Sag tarafında oturan, küt saçlı ve gözlüklü kadına dönüyor. “Senden başlayalım mı?” diyor. Salonun havası yine geriliyor. Sıra bana gelene kadar, düşünme fırsatım var, diye düşünüyorum. Neyse sonunda kısaca tanımış oluyorum hepsini. On dakika bile sürmeyen bu rutin iş için boşu boşuna canımı sıktığımı kanıksıyorum. Bu sefer de asıl meseleyi bilmek için sabırsızlanıyorum. Yine sıra Mona’ya geliyor:
Ses tonu düşüyor birden. Elindeki kağıt titriyor. Gözleri doluyor:
- Yalnız… bu anlatacaklarım çok hassas şeyler. E... Burada kalmasını rica ediyorum, diyor.
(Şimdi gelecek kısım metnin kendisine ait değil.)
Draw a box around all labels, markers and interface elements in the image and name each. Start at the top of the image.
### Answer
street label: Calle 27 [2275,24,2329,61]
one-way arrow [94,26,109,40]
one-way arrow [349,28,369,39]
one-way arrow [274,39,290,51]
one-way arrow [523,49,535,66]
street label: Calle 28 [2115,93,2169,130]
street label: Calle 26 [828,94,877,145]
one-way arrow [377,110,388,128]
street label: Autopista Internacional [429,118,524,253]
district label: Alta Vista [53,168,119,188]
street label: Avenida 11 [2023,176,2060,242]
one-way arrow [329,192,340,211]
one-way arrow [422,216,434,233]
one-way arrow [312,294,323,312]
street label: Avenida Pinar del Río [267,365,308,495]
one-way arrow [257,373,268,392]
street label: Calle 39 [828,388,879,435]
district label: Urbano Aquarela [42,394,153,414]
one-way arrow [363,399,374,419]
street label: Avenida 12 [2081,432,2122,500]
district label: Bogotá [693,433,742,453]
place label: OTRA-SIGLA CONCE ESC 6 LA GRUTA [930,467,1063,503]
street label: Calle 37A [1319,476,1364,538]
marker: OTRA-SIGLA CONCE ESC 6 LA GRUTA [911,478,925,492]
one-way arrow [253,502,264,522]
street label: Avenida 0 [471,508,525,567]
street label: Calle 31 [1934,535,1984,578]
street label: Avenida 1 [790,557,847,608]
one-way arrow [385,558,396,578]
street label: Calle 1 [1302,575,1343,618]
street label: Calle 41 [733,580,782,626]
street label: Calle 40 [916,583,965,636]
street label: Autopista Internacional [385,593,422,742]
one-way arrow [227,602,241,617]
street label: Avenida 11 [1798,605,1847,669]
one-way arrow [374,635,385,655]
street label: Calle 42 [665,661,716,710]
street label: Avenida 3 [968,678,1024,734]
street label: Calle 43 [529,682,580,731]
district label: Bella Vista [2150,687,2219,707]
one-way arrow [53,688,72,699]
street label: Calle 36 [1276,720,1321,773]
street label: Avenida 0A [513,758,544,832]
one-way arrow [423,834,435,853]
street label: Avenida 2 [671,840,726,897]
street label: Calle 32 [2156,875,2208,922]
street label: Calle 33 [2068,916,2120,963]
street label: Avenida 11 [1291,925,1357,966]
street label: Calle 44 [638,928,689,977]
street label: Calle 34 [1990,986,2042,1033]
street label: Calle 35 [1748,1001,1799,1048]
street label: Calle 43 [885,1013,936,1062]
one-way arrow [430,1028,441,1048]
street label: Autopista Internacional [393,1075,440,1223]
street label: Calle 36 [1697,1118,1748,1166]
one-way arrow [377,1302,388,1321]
İşte o zaman, sanki sağımıza solumuza iğne batırılmış gibi kıpır kıpır oluyoruz masanın etrafında. Ben Lisa’ya, o da bana bakıyor. Kaşları yukarıya kalkıyor manidar. Bu bir endişeyi işaret ediyor, diye geçiriyorum içimden. Ve devam ediyor Mona:
- Bundan tam iki hafta önce korkunç bir olay oldu... C blok’da.. Orada... oturanlardan bir, bir kadın, cümle kapısında ölü bulundu. Onu bulan kişi de halen hastanede yatıyor. Şokta ve tedavi görüyor, diyor.
O arada ben dahil, etraftan "ne, aaa, olamaz!” sesleri duyuluyor. Mona ağır ağır konuşmaya devam ediyor. Birden, açık olan kapıdan biri giriyor içeri. Arkamı dönüp bakıyorum. Tanıyorum onu. Benim blokta oturan doktor Kim bu. Otopsiyi mi anlatacak ne? Özür diliyor geciktiği ve rahatsız ettiği için. Mona, ona doğru gidiyor:
-Buyrun, gel! Çok şey kaçırmış sayılmazsın. Orada boş bir yer var!, diyor. Lisa’nın yanındaki boş sandalyeye otururken nazikçe selam veriyor bana.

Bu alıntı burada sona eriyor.